RECORDS SUPPLIED section start

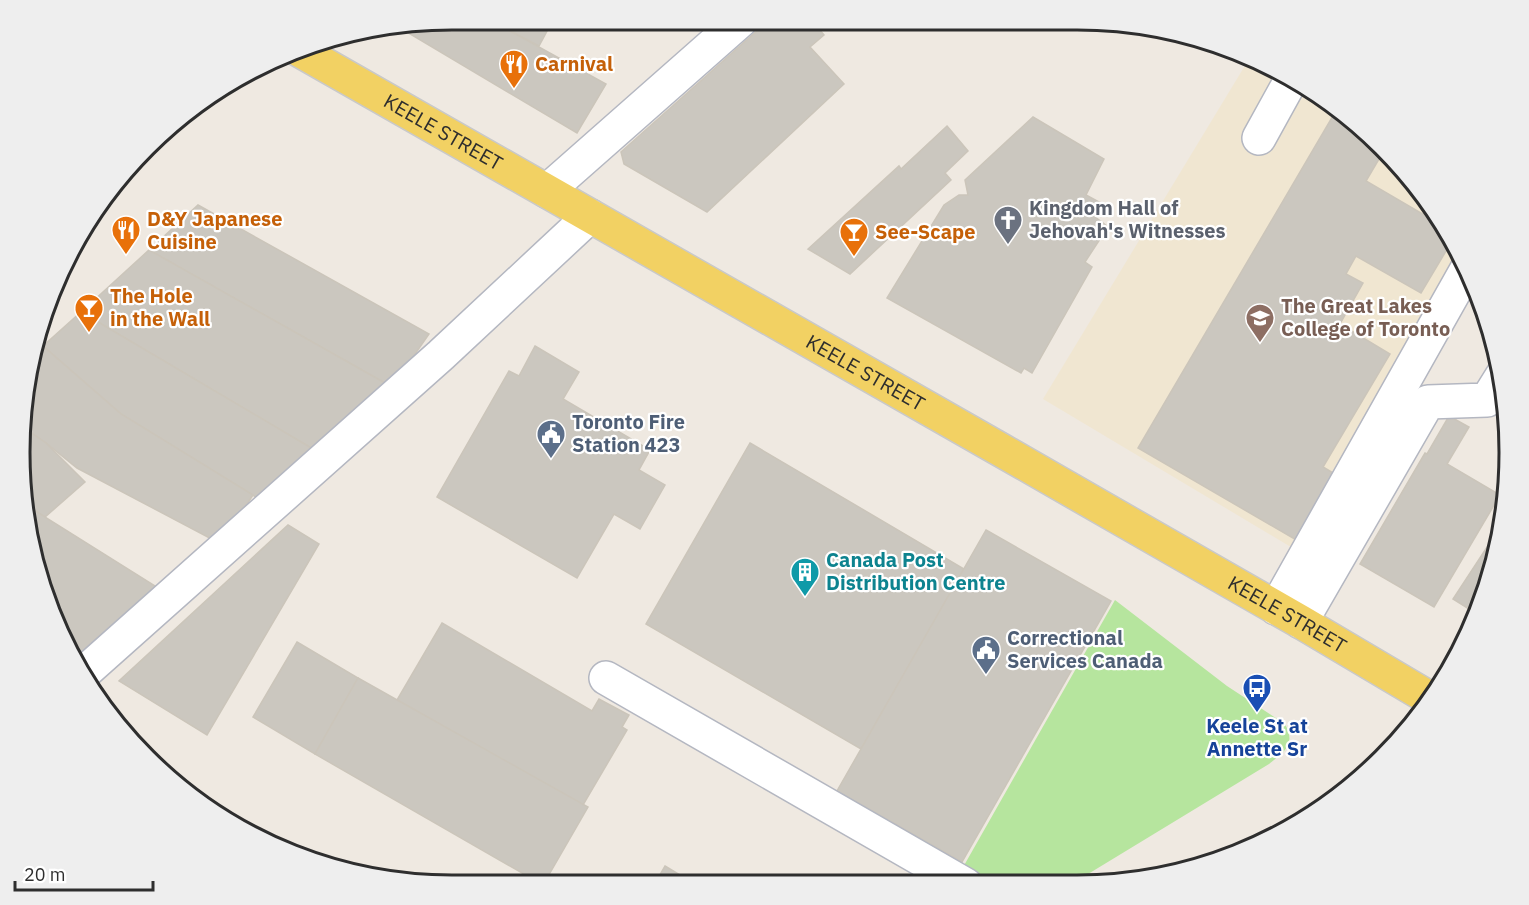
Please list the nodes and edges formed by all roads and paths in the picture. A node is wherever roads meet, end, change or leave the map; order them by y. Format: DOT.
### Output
graph roads {
  1 [pos="730,30"];
  2 [pos="308,55"];
  3 [pos="1287,87"];
  4 [pos="1259,138"];
  5 [pos="547,191"];
  6 [pos="590,216"];
  7 [pos="1462,280"];
  8 [pos="1494,389"];
  9 [pos="1288,615"];
  10 [pos="90,669"];
  11 [pos="606,678"];
  12 [pos="1423,694"];
  13 [pos="949,875"];
  1 -- 5 [label="lane"];
  2 -- 5 [label="main road, KEELE STREET"];
  3 -- 4 [label="lane"];
  5 -- 6 [label="main road, KEELE STREET"];
  6 -- 9 [label="main road, KEELE STREET"];
  6 -- 10 [label="lane"];
  7 -- 9 [label="lane"];
  8 -- 9 [label="lane"];
  9 -- 12 [label="main road, KEELE STREET"];
  11 -- 13 [label="lane"];
}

RECORDS SUPPLIED section end

DIRECTIONS:
Every line above should be duplicated exactly; the pictures are to be left out.

OUTPUT OF THE EXERCISE:
Please list the nodes and edges formed by all roads and paths in the picture. A node is wherever roads meet, end, change or leave the map; order them by y. Format: DOT.
### Output
graph roads {
  1 [pos="730,30"];
  2 [pos="308,55"];
  3 [pos="1287,87"];
  4 [pos="1259,138"];
  5 [pos="547,191"];
  6 [pos="590,216"];
  7 [pos="1462,280"];
  8 [pos="1494,389"];
  9 [pos="1288,615"];
  10 [pos="90,669"];
  11 [pos="606,678"];
  12 [pos="1423,694"];
  13 [pos="949,875"];
  1 -- 5 [label="lane"];
  2 -- 5 [label="main road, KEELE STREET"];
  3 -- 4 [label="lane"];
  5 -- 6 [label="main road, KEELE STREET"];
  6 -- 9 [label="main road, KEELE STREET"];
  6 -- 10 [label="lane"];
  7 -- 9 [label="lane"];
  8 -- 9 [label="lane"];
  9 -- 12 [label="main road, KEELE STREET"];
  11 -- 13 [label="lane"];
}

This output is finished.